Marx and Engels were very clear that the accumulation of wealth is a social creation; not solely an individual accomplishment: “To be a capitalist is to have not only a purely personal, but a social position in production. Capital is a collective product.” This view runs counter to the myth of the “self-made millionaire” that is propped up and promoted in American society. Discussions about wealth and success often fail to point out that no one attains financial stability on their own merits. This is especially true for the super-rich, most of whom started out with significant economic advantages as demonstrated in the recent study Born on Third Base.
- If you believe that you are not a Marxist then you might be a Marxist!
It is often noted that Marx said, “All I know is that I am not a Marxist.” This famous quote has never been attributed directly to Marx but actually shows up in a letter Engels wrote where he quoted Marx as saying this. Nevertheless, Marx was certainly aware, even in is day, how his ideas were becoming distorted and therefore he warned against such idolization.
Between this post and my earlier one I’ve offered thirteen examples of Marx’s ideas to demonstrate that what he advocated for is not too different than what many of us might believe.
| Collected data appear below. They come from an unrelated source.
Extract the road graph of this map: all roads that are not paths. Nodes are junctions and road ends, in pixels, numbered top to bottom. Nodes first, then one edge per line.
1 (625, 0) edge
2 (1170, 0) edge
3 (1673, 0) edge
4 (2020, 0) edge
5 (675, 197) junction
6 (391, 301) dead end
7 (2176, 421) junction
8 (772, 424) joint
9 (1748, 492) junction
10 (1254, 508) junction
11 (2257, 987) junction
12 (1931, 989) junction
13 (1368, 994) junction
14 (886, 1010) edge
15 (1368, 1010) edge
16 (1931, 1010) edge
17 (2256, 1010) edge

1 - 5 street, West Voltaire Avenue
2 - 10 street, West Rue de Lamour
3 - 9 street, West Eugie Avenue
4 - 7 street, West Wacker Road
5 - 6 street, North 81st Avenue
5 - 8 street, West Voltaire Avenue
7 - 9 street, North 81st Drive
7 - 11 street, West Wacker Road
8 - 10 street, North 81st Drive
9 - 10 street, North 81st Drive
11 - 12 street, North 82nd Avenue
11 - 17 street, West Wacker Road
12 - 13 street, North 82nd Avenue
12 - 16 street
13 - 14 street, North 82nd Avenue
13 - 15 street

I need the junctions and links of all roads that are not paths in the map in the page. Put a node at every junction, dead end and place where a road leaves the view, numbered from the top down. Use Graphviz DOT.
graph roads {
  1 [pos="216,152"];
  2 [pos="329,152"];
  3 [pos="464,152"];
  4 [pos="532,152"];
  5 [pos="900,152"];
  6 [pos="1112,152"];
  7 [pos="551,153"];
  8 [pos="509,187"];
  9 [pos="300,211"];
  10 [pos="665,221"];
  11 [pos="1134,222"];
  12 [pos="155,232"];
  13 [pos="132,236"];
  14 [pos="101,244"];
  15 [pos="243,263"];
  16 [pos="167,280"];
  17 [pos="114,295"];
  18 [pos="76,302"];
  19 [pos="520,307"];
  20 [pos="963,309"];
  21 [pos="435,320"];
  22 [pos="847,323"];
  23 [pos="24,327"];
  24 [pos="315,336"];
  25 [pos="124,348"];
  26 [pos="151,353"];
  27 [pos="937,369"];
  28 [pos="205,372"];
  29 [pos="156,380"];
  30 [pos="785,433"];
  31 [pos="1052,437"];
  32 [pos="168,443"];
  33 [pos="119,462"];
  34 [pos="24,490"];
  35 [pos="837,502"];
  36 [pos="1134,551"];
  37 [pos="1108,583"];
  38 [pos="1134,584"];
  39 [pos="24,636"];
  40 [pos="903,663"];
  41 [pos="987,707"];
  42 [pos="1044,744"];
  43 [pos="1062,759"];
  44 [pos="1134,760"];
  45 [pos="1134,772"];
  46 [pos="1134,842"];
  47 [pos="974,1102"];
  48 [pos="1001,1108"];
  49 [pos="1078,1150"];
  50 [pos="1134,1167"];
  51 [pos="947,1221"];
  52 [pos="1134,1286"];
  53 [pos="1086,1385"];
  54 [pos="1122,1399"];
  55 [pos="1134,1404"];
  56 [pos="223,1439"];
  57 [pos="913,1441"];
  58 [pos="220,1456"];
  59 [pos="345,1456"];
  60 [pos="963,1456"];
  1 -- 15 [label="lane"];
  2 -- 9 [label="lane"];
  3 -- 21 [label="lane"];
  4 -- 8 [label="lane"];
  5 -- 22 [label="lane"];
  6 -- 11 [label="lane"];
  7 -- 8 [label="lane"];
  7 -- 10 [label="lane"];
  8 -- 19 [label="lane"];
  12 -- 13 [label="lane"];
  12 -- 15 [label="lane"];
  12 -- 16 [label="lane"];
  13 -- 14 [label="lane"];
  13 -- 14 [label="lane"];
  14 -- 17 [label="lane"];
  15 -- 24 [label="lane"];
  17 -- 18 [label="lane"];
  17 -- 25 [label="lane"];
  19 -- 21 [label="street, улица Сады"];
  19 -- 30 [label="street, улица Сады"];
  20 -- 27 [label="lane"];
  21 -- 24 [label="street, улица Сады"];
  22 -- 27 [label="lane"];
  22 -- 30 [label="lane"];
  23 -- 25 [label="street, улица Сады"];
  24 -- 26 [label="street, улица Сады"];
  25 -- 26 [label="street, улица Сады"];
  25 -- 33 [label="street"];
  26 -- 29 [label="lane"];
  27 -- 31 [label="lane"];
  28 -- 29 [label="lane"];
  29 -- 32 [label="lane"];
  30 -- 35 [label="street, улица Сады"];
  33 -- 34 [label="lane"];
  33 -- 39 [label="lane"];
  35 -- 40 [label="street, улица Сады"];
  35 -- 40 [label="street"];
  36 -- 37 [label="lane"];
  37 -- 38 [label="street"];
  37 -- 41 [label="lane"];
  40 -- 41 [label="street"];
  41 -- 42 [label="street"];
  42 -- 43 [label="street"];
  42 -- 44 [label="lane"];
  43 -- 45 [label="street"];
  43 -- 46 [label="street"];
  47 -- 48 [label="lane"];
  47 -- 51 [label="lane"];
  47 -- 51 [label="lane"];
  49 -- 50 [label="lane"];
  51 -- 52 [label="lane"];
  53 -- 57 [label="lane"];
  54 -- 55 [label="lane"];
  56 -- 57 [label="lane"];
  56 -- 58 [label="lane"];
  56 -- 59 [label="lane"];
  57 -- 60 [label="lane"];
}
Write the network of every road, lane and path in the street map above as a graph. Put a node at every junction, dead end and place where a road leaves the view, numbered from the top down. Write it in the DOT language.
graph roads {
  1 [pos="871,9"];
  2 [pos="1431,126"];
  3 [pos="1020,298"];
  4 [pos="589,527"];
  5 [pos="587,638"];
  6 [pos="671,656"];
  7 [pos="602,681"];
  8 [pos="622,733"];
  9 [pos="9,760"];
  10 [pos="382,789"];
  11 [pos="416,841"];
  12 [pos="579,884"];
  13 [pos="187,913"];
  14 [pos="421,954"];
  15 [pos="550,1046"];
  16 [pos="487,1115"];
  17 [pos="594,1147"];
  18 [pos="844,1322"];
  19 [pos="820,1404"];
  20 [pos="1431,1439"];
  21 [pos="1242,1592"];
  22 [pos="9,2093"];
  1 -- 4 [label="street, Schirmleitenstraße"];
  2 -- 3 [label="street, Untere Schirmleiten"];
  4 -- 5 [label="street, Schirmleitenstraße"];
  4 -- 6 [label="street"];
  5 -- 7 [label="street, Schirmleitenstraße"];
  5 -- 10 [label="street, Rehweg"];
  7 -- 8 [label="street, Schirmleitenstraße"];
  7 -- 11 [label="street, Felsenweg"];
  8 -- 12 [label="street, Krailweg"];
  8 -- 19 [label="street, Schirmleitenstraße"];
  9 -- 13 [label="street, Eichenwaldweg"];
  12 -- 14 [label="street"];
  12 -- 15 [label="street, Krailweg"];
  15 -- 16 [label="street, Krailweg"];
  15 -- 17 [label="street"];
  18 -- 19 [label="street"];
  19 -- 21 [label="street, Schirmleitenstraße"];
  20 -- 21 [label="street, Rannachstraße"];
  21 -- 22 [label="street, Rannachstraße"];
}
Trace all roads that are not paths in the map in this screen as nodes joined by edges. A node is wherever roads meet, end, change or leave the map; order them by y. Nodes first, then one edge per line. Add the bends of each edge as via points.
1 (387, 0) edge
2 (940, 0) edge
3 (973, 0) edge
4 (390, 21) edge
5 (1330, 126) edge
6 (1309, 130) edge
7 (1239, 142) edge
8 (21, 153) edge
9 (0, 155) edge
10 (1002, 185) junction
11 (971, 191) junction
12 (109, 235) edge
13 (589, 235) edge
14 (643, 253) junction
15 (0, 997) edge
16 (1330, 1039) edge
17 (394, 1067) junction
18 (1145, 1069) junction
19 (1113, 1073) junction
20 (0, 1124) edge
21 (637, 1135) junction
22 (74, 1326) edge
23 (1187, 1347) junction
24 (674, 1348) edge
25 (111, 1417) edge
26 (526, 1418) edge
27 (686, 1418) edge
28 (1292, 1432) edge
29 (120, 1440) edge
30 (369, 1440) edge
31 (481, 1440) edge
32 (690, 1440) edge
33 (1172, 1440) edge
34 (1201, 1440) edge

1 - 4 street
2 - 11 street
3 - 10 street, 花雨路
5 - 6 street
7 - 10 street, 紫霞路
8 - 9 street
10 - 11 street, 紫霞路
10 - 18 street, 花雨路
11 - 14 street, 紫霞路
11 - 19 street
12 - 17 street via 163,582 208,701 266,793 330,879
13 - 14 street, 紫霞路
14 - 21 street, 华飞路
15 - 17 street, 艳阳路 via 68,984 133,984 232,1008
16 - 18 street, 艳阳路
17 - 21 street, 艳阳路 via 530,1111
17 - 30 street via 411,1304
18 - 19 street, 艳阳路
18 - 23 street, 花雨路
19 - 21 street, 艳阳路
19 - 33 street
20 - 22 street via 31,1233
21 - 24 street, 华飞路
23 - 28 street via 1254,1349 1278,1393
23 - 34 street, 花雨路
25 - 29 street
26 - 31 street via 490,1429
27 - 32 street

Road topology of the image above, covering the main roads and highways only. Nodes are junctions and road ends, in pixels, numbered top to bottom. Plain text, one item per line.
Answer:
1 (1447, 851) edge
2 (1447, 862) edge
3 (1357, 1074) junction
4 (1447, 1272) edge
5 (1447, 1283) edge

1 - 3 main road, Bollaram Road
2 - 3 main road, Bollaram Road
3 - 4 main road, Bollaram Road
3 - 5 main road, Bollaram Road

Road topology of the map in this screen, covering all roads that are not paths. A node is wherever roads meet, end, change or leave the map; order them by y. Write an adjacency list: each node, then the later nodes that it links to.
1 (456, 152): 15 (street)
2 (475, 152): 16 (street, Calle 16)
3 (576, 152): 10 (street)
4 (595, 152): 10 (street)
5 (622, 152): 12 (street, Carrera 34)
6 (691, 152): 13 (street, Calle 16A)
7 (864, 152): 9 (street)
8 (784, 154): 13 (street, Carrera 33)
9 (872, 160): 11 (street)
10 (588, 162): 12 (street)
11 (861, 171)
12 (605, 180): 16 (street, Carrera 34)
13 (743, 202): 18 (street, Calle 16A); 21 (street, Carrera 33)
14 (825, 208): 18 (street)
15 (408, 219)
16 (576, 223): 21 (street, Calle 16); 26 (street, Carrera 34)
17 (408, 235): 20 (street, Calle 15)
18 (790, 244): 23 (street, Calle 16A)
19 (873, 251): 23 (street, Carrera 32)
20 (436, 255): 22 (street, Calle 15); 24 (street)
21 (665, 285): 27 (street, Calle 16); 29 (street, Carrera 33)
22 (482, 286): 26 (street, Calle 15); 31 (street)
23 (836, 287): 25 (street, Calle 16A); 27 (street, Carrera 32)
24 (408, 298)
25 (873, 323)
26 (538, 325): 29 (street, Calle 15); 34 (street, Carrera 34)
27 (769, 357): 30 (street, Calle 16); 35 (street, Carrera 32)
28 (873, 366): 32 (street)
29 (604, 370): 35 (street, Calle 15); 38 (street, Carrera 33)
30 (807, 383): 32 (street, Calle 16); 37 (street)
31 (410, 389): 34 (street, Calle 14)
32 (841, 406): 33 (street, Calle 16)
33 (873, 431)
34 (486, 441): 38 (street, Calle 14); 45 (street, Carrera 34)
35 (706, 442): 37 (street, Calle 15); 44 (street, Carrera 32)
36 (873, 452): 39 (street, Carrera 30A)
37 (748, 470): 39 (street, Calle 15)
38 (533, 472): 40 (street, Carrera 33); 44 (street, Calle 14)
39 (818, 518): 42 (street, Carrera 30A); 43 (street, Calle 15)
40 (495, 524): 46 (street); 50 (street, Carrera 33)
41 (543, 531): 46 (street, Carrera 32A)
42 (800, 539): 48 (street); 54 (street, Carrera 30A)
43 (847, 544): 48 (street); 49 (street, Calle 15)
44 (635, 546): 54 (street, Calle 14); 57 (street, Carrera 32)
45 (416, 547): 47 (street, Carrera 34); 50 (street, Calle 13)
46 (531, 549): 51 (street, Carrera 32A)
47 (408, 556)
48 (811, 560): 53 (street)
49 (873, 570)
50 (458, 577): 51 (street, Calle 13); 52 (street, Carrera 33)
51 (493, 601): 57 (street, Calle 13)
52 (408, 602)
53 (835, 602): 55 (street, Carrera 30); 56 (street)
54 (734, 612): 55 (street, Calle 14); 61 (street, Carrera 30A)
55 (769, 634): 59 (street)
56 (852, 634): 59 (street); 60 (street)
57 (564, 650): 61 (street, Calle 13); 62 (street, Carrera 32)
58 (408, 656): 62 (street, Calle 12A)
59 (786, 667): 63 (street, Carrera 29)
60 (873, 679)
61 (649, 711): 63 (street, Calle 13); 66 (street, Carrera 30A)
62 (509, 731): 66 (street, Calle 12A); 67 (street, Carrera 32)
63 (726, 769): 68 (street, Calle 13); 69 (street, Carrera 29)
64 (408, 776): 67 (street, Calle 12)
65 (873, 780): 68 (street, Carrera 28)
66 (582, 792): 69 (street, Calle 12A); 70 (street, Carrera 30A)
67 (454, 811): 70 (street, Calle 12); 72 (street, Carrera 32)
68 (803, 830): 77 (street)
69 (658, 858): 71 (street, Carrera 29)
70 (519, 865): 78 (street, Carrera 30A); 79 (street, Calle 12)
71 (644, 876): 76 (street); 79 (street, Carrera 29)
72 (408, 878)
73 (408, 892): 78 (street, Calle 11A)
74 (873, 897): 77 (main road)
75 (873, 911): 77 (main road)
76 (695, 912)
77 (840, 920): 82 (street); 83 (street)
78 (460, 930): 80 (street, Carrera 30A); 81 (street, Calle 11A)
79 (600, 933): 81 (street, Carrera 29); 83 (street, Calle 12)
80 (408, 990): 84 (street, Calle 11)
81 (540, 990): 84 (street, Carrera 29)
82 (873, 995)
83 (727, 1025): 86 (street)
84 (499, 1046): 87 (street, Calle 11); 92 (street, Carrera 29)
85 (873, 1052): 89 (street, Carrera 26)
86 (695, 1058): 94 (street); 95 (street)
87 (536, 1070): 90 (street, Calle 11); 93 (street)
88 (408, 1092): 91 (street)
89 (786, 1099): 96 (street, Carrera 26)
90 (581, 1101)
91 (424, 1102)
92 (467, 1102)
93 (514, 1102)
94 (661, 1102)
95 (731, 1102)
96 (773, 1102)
The purpose of these posts is not to make people Marxists—despite their titles. Rather, I hope to promote a deeper and less dogmatic understanding of Marx’s contribution to the way we see and think about society today. I also hope to encourage readers to pick up a book like The Communist Manifesto and see for yourself what Marx had to say (my favorite user-friendly version is an annotated one edited by Phil Gasper). Who knows, you might find that like these two guys (channeling Katy Perry) you read some Marx and you liked it!